- **ABOUT THIS EXERCISE**: The lines you return must be all those in the data that hold the string "edges".

[Saved data entries]
--- START ---

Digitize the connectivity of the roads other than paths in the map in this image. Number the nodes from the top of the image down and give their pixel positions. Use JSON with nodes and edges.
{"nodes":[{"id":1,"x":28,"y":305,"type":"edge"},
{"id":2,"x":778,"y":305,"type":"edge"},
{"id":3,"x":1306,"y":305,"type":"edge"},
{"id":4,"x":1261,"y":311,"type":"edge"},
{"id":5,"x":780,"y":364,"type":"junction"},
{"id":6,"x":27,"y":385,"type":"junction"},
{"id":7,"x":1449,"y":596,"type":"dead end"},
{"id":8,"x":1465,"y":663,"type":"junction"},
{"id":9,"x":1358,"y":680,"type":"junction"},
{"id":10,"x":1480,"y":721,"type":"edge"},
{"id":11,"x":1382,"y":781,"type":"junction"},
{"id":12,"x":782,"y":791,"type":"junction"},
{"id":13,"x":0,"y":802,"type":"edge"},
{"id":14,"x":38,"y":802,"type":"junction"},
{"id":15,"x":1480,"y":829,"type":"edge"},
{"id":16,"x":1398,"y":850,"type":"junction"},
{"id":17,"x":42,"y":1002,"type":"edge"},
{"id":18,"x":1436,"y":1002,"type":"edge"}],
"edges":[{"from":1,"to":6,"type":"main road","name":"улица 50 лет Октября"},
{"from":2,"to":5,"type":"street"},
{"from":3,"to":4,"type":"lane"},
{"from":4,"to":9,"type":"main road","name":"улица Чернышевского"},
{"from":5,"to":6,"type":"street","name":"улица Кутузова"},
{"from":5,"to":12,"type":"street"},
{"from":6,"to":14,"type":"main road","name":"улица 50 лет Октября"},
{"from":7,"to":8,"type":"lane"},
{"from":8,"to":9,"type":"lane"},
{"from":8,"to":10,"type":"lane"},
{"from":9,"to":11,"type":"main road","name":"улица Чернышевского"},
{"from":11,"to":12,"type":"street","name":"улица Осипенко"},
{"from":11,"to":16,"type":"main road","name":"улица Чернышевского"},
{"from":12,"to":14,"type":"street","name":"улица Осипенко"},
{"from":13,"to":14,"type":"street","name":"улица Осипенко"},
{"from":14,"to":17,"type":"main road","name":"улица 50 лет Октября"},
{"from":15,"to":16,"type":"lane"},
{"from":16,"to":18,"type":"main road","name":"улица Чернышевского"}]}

--- END ---

- **ANSWER SECTION**:
Digitize the connectivity of the roads other than paths in the map in this image. Number the nodes from the top of the image down and give their pixel positions. Use JSON with nodes and edges.
"edges":[{"from":1,"to":6,"type":"main road","name":"улица 50 лет Октября"},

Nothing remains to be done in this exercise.